__What to work on__.
Do not copy the pictures. Write out the lines from the start of the entries through the line containing "index tip: (342, 315)".

═════ Supplied records

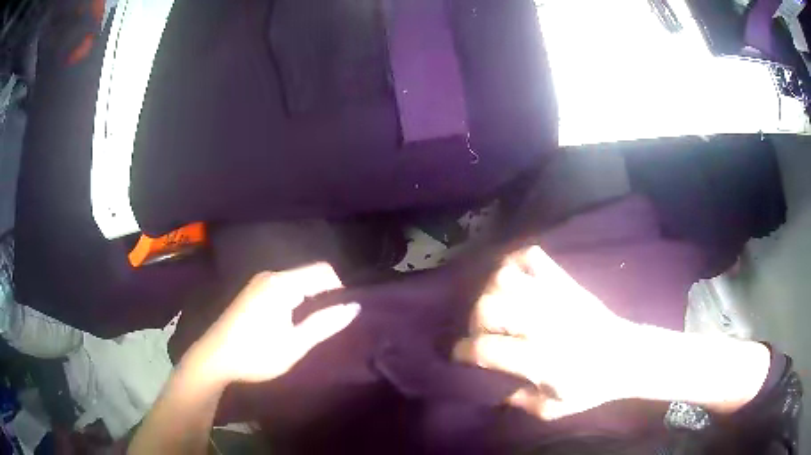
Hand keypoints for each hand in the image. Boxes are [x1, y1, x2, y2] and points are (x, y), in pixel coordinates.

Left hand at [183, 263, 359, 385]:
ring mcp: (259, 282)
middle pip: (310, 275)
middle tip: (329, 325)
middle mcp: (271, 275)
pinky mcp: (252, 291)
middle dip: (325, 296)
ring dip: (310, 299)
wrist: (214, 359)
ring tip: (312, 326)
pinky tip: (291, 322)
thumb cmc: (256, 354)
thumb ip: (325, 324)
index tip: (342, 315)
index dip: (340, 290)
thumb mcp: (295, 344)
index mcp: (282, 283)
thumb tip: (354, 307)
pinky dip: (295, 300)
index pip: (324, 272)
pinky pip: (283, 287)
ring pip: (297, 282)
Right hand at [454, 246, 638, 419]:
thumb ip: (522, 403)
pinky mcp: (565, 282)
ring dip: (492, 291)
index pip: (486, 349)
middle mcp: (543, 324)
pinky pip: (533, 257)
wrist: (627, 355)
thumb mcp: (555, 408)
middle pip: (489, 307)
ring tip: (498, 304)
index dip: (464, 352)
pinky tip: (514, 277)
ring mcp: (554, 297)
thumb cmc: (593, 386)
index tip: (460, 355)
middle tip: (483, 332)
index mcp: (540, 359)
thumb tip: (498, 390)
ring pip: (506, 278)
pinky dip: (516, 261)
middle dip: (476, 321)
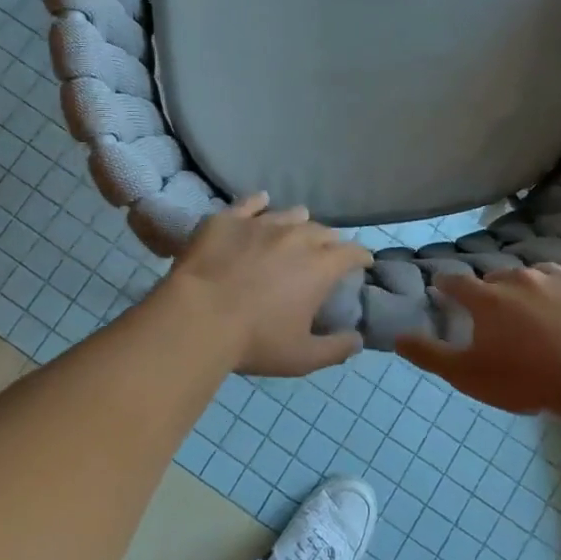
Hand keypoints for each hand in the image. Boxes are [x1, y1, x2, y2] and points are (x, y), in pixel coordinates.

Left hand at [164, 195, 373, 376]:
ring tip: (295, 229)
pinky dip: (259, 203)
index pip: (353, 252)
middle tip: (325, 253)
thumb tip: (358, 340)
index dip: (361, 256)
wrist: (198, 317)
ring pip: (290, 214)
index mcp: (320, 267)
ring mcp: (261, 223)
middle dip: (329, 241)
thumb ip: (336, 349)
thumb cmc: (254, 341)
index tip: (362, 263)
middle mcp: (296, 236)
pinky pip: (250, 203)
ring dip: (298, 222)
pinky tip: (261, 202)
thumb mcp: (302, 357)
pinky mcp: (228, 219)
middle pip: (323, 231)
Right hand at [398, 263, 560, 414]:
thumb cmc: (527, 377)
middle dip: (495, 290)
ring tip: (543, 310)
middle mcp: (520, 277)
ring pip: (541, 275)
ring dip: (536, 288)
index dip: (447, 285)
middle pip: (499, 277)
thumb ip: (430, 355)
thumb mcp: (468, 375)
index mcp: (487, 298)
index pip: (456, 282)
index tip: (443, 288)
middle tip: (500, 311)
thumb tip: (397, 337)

══════════

__Answer section__.
Hand keypoints for each hand in the image. Boxes are [x1, y1, x2, y2] and points are (x, y), in pixel coordinates.

Left hand at [183, 263, 359, 385]:
ring mcp: (259, 282)
middle pip: (310, 275)
middle tip: (329, 325)
middle mcp: (271, 275)
pinky mcp: (252, 291)
middle dip: (325, 296)
ring dip: (310, 299)
wrist: (214, 359)
ring tip: (312, 326)
pinky tip: (291, 322)
thumb cmc: (256, 354)
thumb ip: (325, 324)
index tip: (342, 315)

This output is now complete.